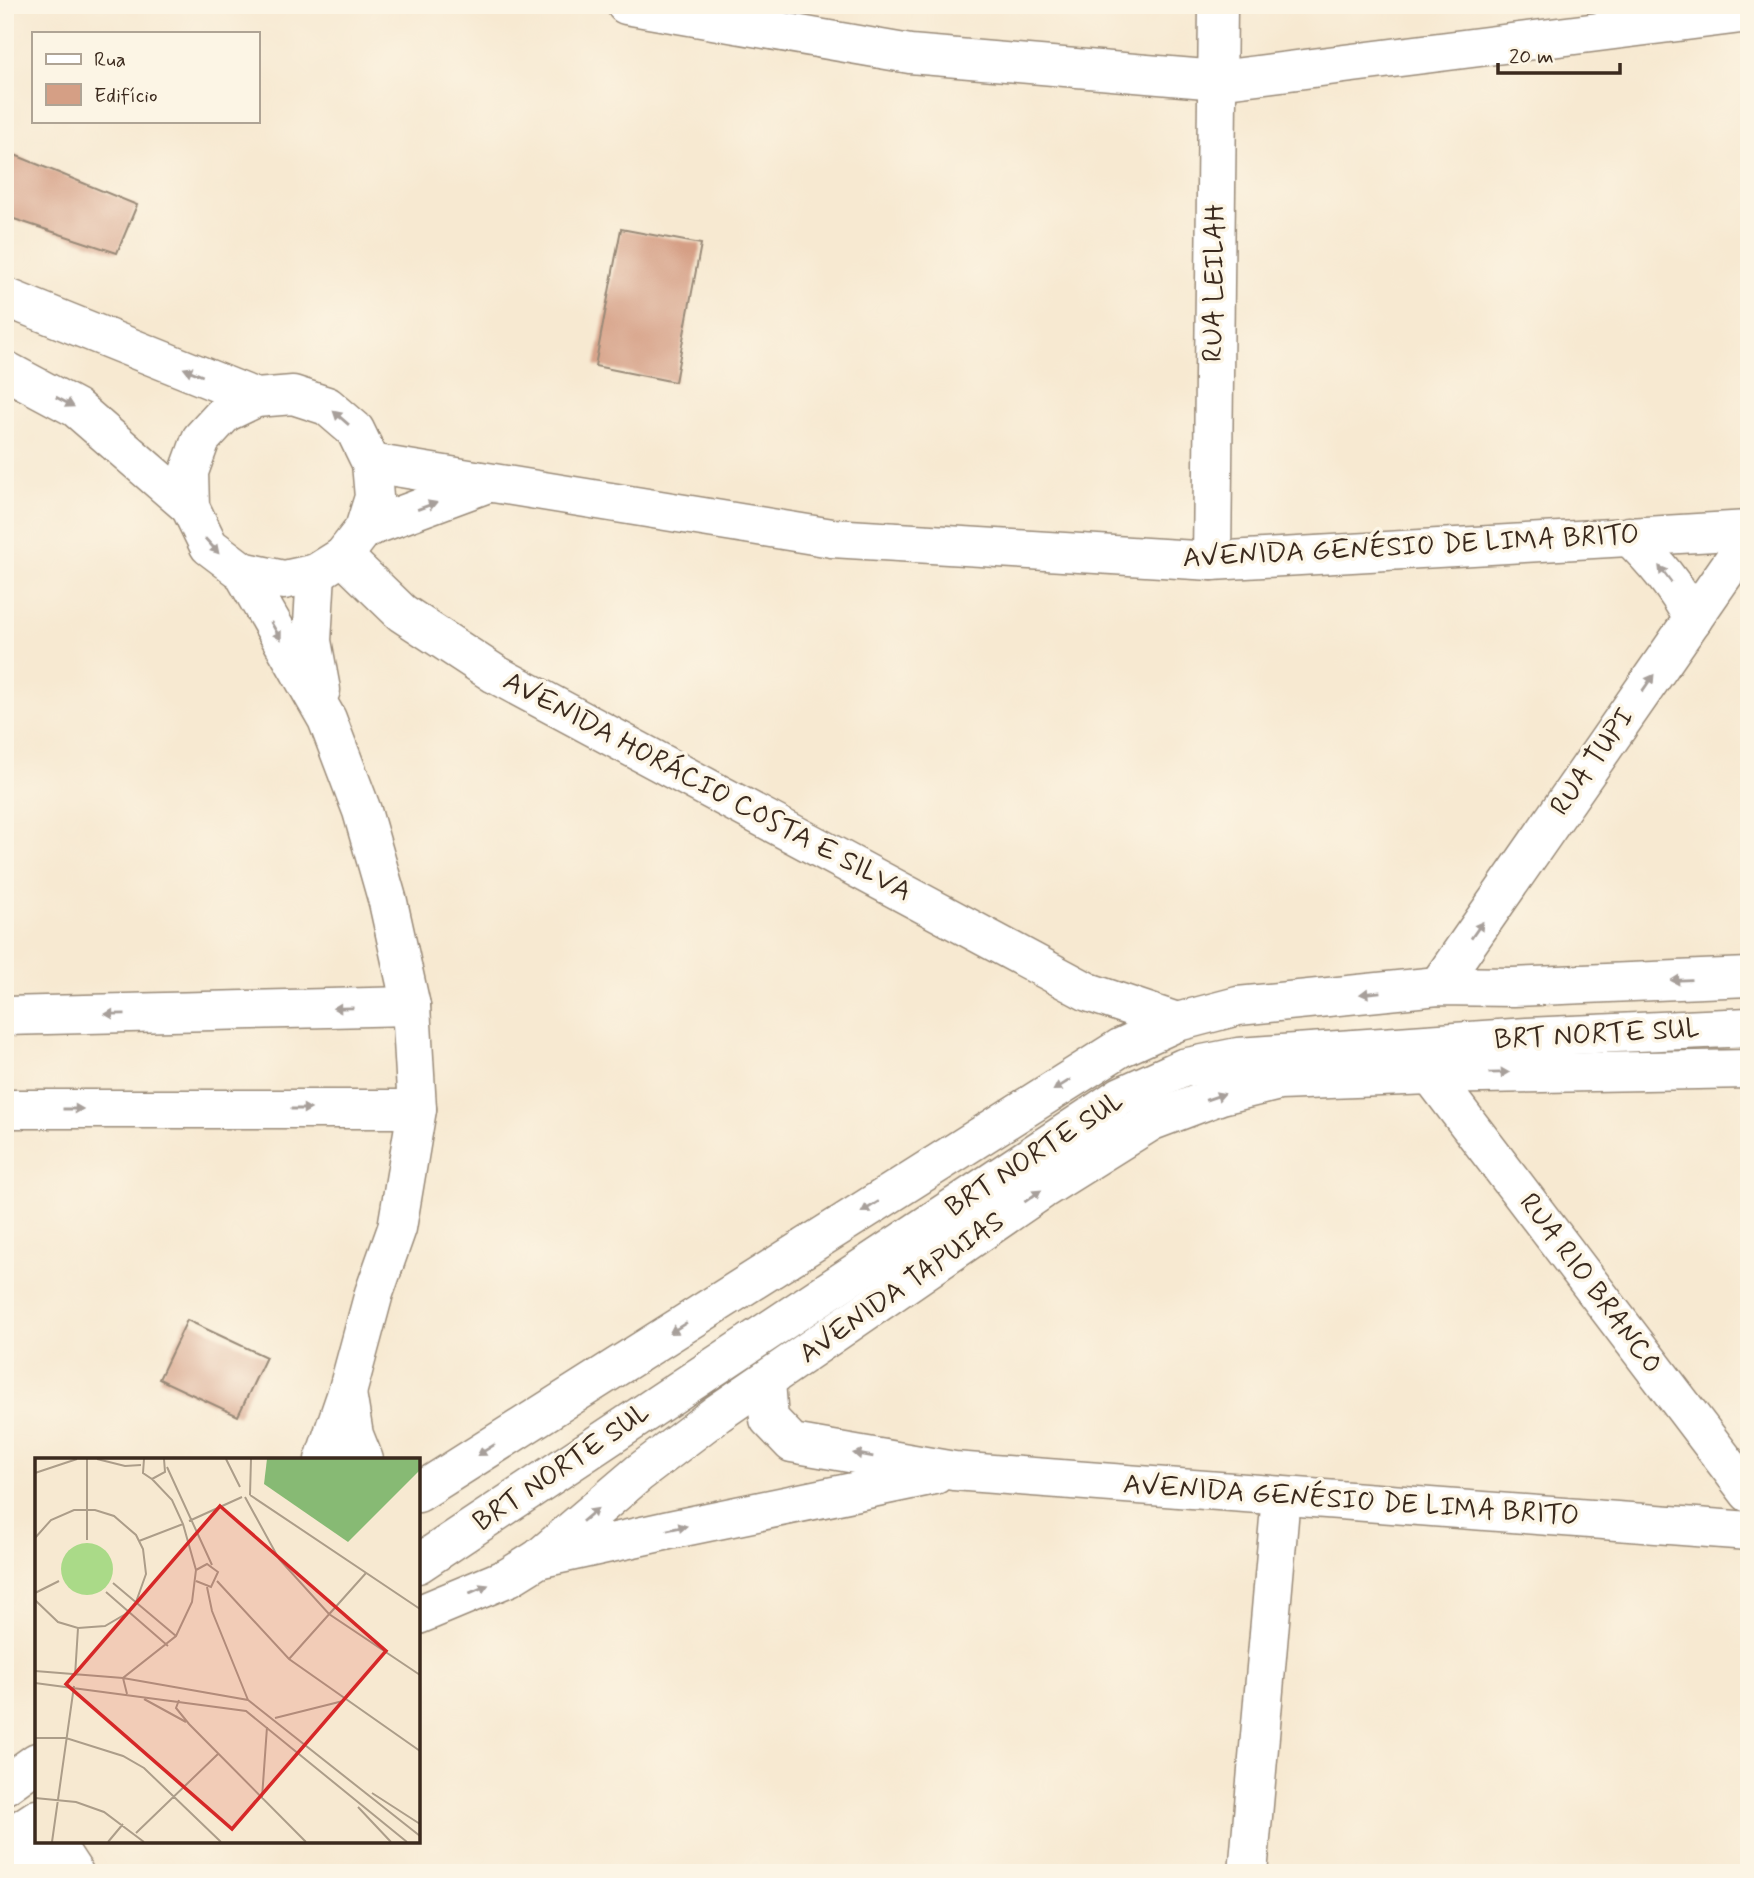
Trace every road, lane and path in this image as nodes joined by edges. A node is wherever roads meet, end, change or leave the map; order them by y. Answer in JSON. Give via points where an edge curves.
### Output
{"nodes":[{"id":1,"x":626,"y":5,"type":"edge"},
{"id":2,"x":1218,"y":5,"type":"edge"},
{"id":3,"x":1749,"y":13,"type":"edge"},
{"id":4,"x":1217,"y":80,"type":"junction"},
{"id":5,"x":5,"y":296,"type":"edge"},
{"id":6,"x":5,"y":370,"type":"edge"},
{"id":7,"x":256,"y":398,"type":"junction"},
{"id":8,"x":371,"y":463,"type":"junction"},
{"id":9,"x":489,"y":482,"type":"junction"},
{"id":10,"x":190,"y":507,"type":"junction"},
{"id":11,"x":1749,"y":530,"type":"edge"},
{"id":12,"x":1629,"y":536,"type":"junction"},
{"id":13,"x":1749,"y":538,"type":"edge"},
{"id":14,"x":341,"y":552,"type":"junction"},
{"id":15,"x":1212,"y":561,"type":"junction"},
{"id":16,"x":242,"y":571,"type":"junction"},
{"id":17,"x":1693,"y":619,"type":"junction"},
{"id":18,"x":327,"y":719,"type":"junction"},
{"id":19,"x":1749,"y":977,"type":"edge"},
{"id":20,"x":1438,"y":986,"type":"junction"},
{"id":21,"x":1088,"y":992,"type":"junction"},
{"id":22,"x":411,"y":1006,"type":"junction"},
{"id":23,"x":5,"y":1016,"type":"edge"},
{"id":24,"x":1177,"y":1022,"type":"junction"},
{"id":25,"x":1749,"y":1027,"type":"edge"},
{"id":26,"x":1120,"y":1048,"type":"junction"},
{"id":27,"x":1749,"y":1069,"type":"edge"},
{"id":28,"x":1431,"y":1075,"type":"junction"},
{"id":29,"x":5,"y":1109,"type":"edge"},
{"id":30,"x":417,"y":1110,"type":"junction"},
{"id":31,"x":766,"y":1382,"type":"junction"},
{"id":32,"x":347,"y":1393,"type":"junction"},
{"id":33,"x":325,"y":1458,"type":"edge"},
{"id":34,"x":363,"y":1458,"type":"edge"},
{"id":35,"x":954,"y":1471,"type":"junction"},
{"id":36,"x":420,"y":1492,"type":"edge"},
{"id":37,"x":1749,"y":1493,"type":"edge"},
{"id":38,"x":1281,"y":1496,"type":"junction"},
{"id":39,"x":1749,"y":1531,"type":"edge"},
{"id":40,"x":538,"y":1559,"type":"junction"},
{"id":41,"x":420,"y":1563,"type":"edge"},
{"id":42,"x":420,"y":1614,"type":"edge"},
{"id":43,"x":5,"y":1840,"type":"edge"},
{"id":44,"x":35,"y":1842,"type":"edge"},
{"id":45,"x":57,"y":1844,"type":"edge"},
{"id":46,"x":14,"y":1873,"type":"edge"},
{"id":47,"x":1248,"y":1873,"type":"edge"}],
"edges":[{"from":1,"to":4,"type":"street","via":[[910,54]]},
{"from":2,"to":4,"type":"street","name":"RUA LEILAH"},
{"from":3,"to":4,"type":"street"},
{"from":4,"to":15,"type":"street","name":"RUA LEILAH"},
{"from":7,"to":5,"type":"street","one_way":true},
{"from":6,"to":10,"type":"street","one_way":true,"via":[[76,408]]},
{"from":8,"to":7,"type":"street","one_way":true,"via":[[355,430],[327,406],[293,395]]},
{"from":7,"to":10,"type":"street","via":[[225,413],[201,439],[189,472]]},
{"from":8,"to":9,"type":"street","name":"AVENIDA GENÉSIO DE LIMA BRITO"},
{"from":8,"to":14,"type":"street","via":[[374,497]]},
{"from":14,"to":9,"type":"street","name":"AVENIDA GENÉSIO DE LIMA BRITO","one_way":true},
{"from":9,"to":15,"type":"street","name":"AVENIDA GENÉSIO DE LIMA BRITO","via":[[832,538]]},
{"from":10,"to":16,"type":"street","one_way":true,"via":[[209,546]]},
{"from":11,"to":12,"type":"street","name":"AVENIDA GENÉSIO DE LIMA BRITO"},
{"from":12,"to":15,"type":"street","name":"AVENIDA GENÉSIO DE LIMA BRITO"},
{"from":17,"to":12,"type":"street","one_way":true,"via":[[1660,567]]},
{"from":13,"to":17,"type":"street","name":"RUA TUPI"},
{"from":14,"to":16,"type":"street","via":[[284,580]]},
{"from":14,"to":18,"type":"street","via":[[312,641]]},
{"from":14,"to":21,"type":"street","name":"AVENIDA HORÁCIO COSTA E SILVA","via":[[402,613],[495,674]]},
{"from":16,"to":18,"type":"street","one_way":true},
{"from":20,"to":17,"type":"street","name":"RUA TUPI","one_way":true},
{"from":18,"to":22,"type":"street","via":[[366,824]]},
{"from":19,"to":20,"type":"street","one_way":true},
{"from":20,"to":24,"type":"street","one_way":true,"via":[[1238,1006]]},
{"from":21,"to":24,"type":"street","name":"AVENIDA HORÁCIO COSTA E SILVA"},
{"from":21,"to":26,"type":"street"},
{"from":22,"to":23,"type":"street","one_way":true},
{"from":22,"to":30,"type":"street"},
{"from":24,"to":26,"type":"street"},
{"from":25,"to":41,"type":"street","name":"BRT NORTE SUL","via":[[1238,1057],[1184,1068],[1121,1096]]},
{"from":26,"to":36,"type":"street","one_way":true},
{"from":28,"to":27,"type":"street","one_way":true},
{"from":31,"to":28,"type":"street","name":"AVENIDA TAPUIAS","one_way":true,"via":[[1042,1190],[1152,1121],[1221,1095],[1279,1081]]},
{"from":28,"to":37,"type":"street","name":"RUA RIO BRANCO"},
{"from":29,"to":30,"type":"street","one_way":true},
{"from":30,"to":32,"type":"street","via":[[397,1228]]},
{"from":35,"to":31,"type":"street","name":"AVENIDA GENÉSIO DE LIMA BRITO","one_way":true,"via":[[792,1443],[769,1419]]},
{"from":40,"to":31,"type":"street","name":"AVENIDA TAPUIAS","one_way":true,"via":[[639,1474]]},
{"from":32,"to":33,"type":"street"},
{"from":32,"to":34,"type":"street"},
{"from":35,"to":38,"type":"street","name":"AVENIDA GENÉSIO DE LIMA BRITO"},
{"from":40,"to":35,"type":"street","name":"AVENIDA GENÉSIO DE LIMA BRITO","one_way":true},
{"from":38,"to":39,"type":"street","name":"AVENIDA GENÉSIO DE LIMA BRITO"},
{"from":38,"to":47,"type":"street"},
{"from":42,"to":40,"type":"street","name":"AVENIDA TAPUIAS","one_way":true,"via":[[509,1577]]},
{"from":43,"to":44,"type":"street"},
{"from":45,"to":46,"type":"street"}]}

_TASK TO CARRY OUT:_ Count how many lines above include the word "HORÁCIO" and answer with that figure only.

_REPLY:_ 2